- **What is being asked**
For each line below that contains the string "code", copy that line.
════════════════════
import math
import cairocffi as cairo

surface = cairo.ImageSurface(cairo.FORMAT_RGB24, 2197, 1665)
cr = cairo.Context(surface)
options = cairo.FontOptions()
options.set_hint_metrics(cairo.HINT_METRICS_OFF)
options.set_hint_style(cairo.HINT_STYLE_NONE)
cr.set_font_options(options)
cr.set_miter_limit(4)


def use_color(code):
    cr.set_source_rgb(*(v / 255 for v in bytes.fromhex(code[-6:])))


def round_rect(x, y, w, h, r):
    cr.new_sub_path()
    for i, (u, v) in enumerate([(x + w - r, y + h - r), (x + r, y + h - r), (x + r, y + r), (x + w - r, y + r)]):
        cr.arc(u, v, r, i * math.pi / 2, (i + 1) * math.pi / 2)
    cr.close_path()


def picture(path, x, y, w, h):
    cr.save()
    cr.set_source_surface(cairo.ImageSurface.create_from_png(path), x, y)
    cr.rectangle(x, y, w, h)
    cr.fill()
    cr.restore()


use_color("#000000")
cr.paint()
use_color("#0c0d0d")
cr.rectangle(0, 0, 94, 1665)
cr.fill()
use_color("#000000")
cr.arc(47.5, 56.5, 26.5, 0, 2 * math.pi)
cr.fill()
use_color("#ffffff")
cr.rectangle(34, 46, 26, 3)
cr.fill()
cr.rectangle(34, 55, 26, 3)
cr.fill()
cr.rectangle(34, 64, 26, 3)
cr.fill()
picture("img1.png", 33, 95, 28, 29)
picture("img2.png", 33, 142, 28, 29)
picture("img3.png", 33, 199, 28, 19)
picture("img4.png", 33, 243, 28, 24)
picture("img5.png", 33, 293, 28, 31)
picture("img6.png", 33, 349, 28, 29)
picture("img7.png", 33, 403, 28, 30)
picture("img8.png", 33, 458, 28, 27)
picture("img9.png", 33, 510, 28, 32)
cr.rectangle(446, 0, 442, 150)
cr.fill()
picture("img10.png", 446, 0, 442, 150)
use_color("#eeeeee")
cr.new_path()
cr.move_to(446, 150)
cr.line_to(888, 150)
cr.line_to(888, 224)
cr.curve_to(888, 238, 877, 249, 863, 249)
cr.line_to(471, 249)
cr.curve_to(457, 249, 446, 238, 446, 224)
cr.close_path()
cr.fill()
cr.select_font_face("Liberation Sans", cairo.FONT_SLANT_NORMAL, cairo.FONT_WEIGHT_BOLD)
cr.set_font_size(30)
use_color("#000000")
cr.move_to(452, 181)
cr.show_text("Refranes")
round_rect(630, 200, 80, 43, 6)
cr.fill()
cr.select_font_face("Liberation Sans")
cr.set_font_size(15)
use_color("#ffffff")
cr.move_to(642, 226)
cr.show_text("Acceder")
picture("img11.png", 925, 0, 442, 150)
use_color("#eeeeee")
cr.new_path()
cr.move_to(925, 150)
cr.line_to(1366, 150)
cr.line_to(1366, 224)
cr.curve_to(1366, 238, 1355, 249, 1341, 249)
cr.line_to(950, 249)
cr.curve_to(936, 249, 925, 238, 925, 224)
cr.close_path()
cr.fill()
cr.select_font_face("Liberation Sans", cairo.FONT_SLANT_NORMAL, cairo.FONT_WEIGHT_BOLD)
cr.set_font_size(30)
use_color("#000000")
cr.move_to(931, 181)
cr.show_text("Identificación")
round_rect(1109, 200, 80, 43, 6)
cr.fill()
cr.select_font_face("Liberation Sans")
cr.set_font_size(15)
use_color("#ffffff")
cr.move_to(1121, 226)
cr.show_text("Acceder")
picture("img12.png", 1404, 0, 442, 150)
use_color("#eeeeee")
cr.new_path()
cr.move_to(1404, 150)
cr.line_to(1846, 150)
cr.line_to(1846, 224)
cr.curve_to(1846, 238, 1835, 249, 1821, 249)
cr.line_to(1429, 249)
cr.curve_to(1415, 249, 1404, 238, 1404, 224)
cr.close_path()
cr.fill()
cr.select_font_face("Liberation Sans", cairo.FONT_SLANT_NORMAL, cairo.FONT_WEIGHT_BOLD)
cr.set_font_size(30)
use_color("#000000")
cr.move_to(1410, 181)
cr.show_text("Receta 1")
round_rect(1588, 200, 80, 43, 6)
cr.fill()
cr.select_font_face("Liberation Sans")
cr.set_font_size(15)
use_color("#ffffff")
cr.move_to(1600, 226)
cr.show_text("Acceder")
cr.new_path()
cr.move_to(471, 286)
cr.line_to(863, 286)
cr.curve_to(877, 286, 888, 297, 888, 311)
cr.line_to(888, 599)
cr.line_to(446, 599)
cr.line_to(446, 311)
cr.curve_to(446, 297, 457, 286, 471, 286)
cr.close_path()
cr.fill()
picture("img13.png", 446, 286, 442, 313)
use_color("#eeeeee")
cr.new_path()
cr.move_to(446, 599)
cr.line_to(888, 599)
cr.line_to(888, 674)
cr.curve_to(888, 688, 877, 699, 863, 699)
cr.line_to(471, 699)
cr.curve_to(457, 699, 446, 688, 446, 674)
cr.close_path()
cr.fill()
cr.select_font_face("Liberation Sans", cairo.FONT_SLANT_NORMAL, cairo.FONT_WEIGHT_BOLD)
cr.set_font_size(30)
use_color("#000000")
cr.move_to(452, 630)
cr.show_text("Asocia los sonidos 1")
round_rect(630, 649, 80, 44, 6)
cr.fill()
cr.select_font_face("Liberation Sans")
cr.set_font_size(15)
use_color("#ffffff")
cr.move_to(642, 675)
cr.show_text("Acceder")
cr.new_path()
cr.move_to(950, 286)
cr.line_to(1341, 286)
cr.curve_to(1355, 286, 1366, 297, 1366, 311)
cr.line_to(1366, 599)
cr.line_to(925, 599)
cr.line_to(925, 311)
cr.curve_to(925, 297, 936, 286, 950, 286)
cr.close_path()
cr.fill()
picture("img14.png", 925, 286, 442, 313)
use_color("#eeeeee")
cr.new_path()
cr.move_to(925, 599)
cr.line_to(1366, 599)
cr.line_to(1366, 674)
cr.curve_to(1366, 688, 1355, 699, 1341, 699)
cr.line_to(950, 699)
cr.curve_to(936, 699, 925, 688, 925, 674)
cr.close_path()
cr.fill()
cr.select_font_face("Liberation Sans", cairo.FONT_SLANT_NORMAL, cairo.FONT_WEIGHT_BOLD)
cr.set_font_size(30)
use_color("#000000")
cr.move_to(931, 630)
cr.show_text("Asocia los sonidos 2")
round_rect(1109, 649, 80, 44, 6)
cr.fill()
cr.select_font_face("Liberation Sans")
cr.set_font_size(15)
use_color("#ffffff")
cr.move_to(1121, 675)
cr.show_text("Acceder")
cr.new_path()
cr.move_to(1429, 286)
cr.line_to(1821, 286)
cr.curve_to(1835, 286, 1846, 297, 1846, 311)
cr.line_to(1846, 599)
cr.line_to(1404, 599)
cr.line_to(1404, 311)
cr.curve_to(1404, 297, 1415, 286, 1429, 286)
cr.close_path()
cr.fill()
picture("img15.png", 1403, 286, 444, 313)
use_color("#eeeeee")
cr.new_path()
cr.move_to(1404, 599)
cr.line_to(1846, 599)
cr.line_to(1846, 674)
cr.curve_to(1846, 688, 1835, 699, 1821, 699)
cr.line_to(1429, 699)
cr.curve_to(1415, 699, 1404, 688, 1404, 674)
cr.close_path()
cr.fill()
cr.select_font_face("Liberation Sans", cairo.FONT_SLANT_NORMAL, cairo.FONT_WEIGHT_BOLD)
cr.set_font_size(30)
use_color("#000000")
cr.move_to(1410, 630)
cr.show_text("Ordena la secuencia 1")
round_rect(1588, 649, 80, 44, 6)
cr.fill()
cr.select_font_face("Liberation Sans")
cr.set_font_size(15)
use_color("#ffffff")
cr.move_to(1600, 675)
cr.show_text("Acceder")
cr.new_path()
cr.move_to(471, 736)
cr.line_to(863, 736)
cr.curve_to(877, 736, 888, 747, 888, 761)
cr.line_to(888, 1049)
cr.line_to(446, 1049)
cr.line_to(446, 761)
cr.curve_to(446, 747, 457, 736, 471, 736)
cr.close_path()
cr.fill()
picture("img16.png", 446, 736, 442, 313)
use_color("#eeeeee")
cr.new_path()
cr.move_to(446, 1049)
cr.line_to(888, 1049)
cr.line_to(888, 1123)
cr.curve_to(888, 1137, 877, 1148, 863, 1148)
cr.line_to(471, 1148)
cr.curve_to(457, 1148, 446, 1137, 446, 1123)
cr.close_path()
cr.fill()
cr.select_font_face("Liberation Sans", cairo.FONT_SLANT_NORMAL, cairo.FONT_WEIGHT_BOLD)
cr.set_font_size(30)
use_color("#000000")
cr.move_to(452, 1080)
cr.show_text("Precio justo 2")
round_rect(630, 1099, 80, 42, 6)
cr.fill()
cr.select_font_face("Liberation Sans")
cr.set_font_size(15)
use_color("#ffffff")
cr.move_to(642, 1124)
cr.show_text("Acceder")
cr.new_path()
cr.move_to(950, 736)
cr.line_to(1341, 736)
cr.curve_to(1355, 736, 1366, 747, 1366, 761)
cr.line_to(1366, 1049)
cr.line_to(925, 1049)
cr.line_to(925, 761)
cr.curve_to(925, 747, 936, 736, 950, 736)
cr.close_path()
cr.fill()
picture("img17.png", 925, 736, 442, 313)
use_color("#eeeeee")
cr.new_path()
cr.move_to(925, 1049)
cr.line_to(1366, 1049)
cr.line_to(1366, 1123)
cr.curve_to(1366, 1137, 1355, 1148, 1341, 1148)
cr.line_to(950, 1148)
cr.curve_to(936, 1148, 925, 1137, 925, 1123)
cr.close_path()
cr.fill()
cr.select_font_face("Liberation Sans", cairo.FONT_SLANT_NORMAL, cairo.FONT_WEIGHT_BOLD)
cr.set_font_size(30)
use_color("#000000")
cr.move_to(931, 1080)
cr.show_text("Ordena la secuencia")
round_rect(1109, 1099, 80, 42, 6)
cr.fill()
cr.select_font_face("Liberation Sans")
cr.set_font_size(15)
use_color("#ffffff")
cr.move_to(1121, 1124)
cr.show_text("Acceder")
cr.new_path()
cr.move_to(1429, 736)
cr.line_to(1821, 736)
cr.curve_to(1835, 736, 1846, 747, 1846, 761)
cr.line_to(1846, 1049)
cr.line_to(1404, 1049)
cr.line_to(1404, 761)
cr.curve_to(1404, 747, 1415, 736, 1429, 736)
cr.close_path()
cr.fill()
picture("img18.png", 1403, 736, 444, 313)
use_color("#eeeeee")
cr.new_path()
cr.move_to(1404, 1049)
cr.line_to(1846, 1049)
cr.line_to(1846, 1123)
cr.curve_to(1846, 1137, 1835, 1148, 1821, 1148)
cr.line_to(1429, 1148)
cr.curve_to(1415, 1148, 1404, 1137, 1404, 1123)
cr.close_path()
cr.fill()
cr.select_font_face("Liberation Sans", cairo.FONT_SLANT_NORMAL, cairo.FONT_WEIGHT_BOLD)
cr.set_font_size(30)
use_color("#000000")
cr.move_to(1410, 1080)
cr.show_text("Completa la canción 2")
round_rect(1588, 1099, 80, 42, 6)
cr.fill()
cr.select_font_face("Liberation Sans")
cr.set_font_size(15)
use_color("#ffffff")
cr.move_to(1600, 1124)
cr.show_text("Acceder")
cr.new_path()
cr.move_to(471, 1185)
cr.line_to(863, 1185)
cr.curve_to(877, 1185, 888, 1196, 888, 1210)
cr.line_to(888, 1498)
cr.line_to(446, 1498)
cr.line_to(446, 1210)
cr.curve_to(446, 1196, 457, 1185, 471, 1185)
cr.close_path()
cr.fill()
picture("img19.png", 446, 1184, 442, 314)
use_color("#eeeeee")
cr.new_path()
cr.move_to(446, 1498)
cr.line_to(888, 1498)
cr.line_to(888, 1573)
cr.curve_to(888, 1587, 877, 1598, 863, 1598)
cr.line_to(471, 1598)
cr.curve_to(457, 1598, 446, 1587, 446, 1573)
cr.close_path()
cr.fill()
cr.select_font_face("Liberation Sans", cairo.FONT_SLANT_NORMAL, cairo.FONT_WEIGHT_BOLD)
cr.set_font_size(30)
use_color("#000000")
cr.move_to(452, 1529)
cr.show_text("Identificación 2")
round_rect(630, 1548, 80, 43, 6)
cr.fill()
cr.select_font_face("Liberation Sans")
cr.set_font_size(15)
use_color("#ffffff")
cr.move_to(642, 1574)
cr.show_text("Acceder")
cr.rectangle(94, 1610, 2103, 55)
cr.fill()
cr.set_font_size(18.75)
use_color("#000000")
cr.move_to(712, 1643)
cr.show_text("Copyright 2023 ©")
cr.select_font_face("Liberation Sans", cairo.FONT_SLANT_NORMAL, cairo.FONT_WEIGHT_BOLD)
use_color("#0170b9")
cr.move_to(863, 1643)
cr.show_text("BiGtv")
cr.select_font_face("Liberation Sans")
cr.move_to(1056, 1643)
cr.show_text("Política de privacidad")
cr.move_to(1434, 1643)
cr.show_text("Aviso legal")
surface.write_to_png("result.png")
════════════════════
- **Solution below**
def use_color(code):
    cr.set_source_rgb(*(v / 255 for v in bytes.fromhex(code[-6:])))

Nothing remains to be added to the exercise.